Car Free in Carrboro

Living without a car in small town NC



Photo Journal: Pedestrian Experience of Nashville

This past weekend, which was fall break, I went to Nashville TN with some of the people in my program. It was a part-learning, part-recreational trip and we had a great time nerding out, playing Cards Against Urbanity, meeting local planners and advocates, and enjoying the music scene.

Nashville Skyline

One of my favorite parts of the trip was walking around downtown with the Executive Director of Walk Bike Nashville. We gained a lot of insight about the development that’s going on in the city, what’s being done to improve pedestrian infrastructure and transit, and the pilot project on Broadway.

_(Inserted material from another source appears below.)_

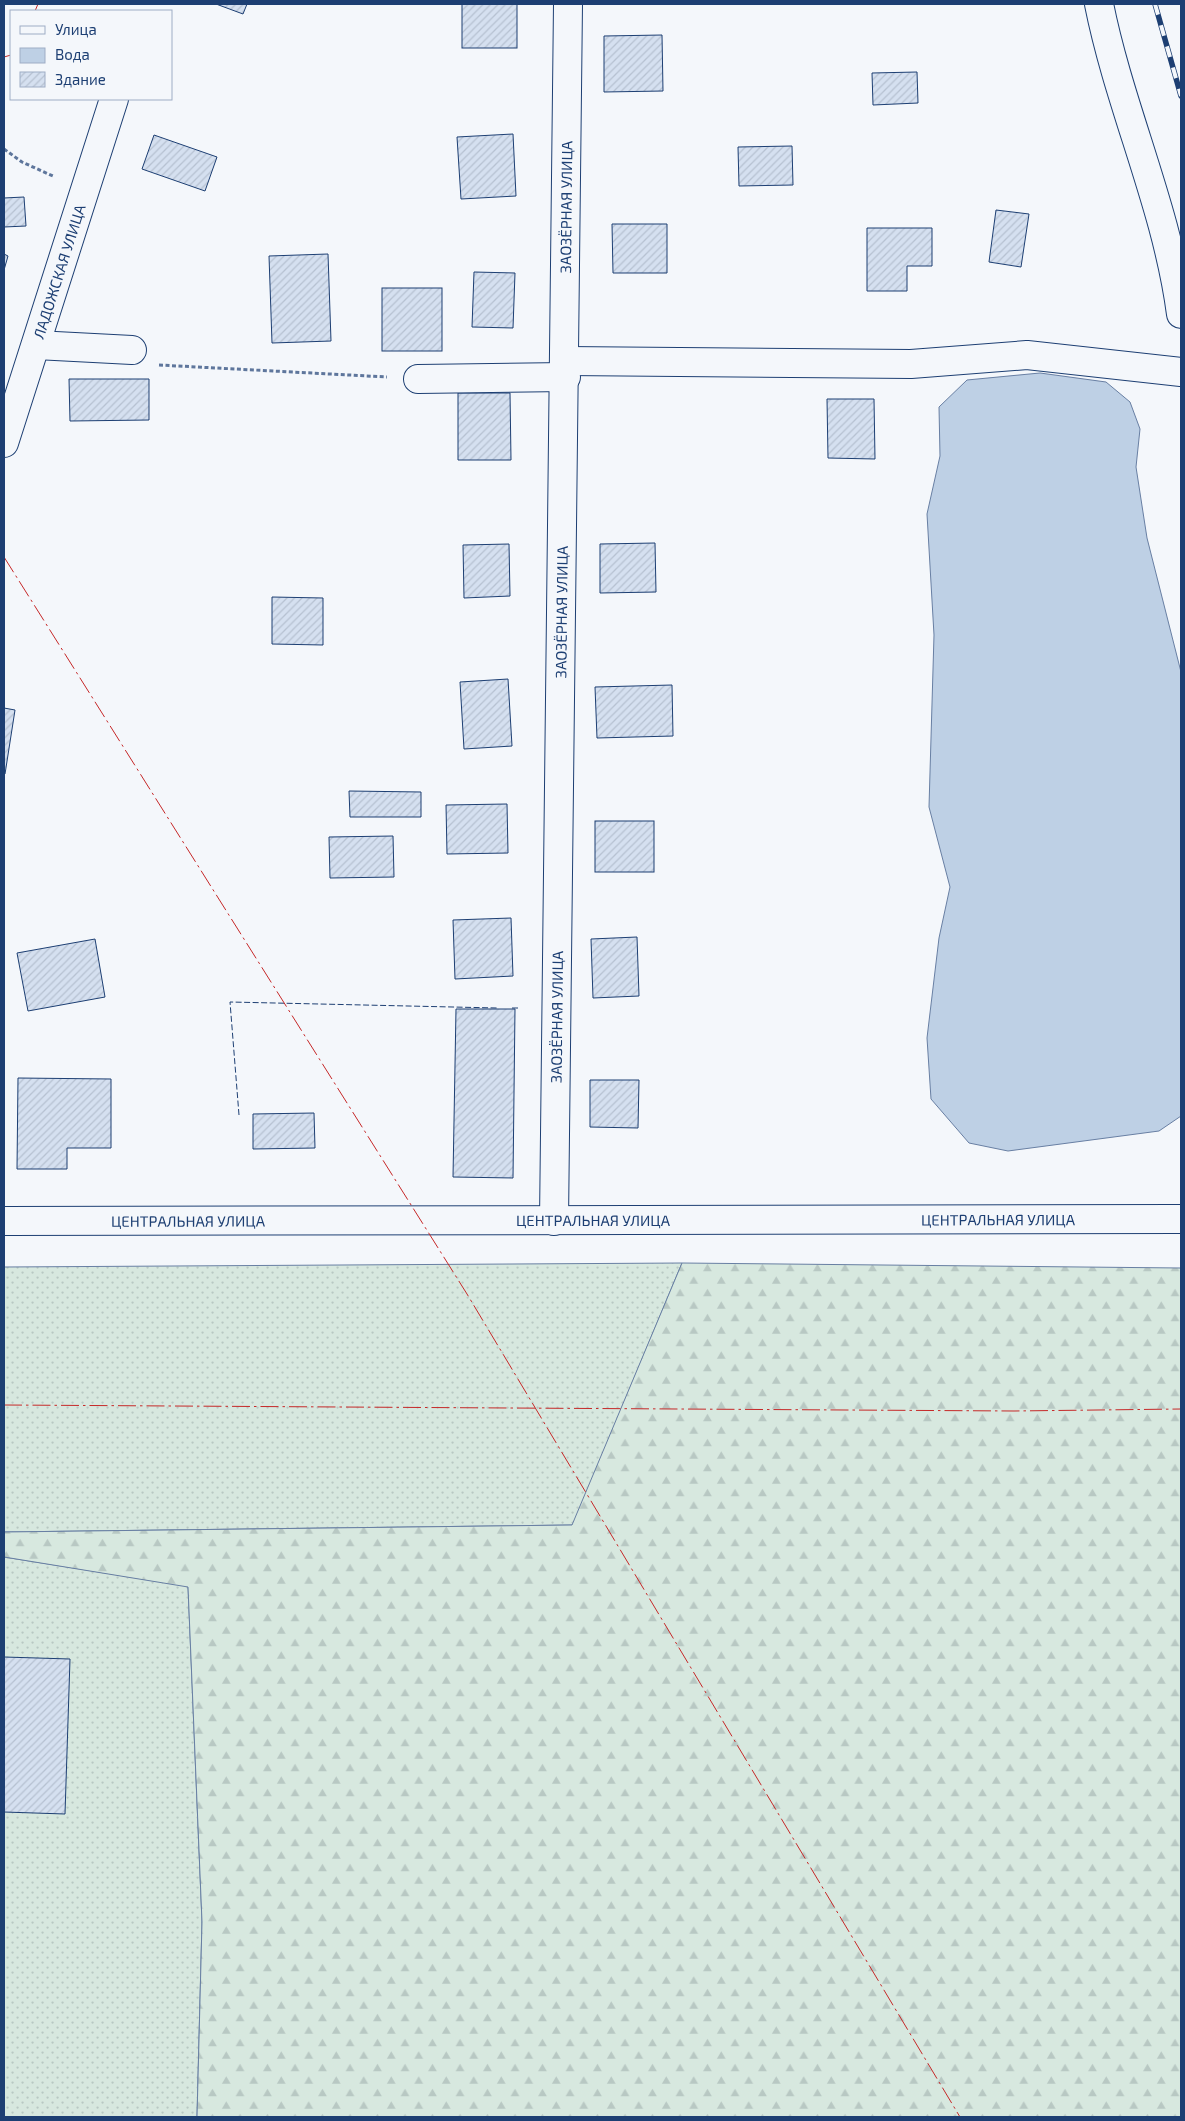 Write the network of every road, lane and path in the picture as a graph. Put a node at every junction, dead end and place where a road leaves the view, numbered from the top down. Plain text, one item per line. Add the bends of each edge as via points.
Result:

The pilot project involves portions of the street painted blue and blocked off from vehicular traffic and is intended to help residents and visitors imagine what the street could be like with more space for relaxing and walking. This is on one of Nashville’s busiest streets and an area of a lot of conflict for pedestrians and cars. Because Nashville’s transit system is so lacking, the thousands of people who come here every day jockey with cabs, Ubers, and police cars for control of the space (add the infamous bachelorette parties into the mix, and you’ve got street conflict). There was also a recent change to the crosswalks in this area to make them diagonal crossings, also known as “scrambles,” which halt vehicular traffic in all directions and let pedestrians cross diagonally. Folks around us seemed confused, but it’ll catch on.

Needless to say, I loved what they are doing with the pilot and hope that they can make it permanent.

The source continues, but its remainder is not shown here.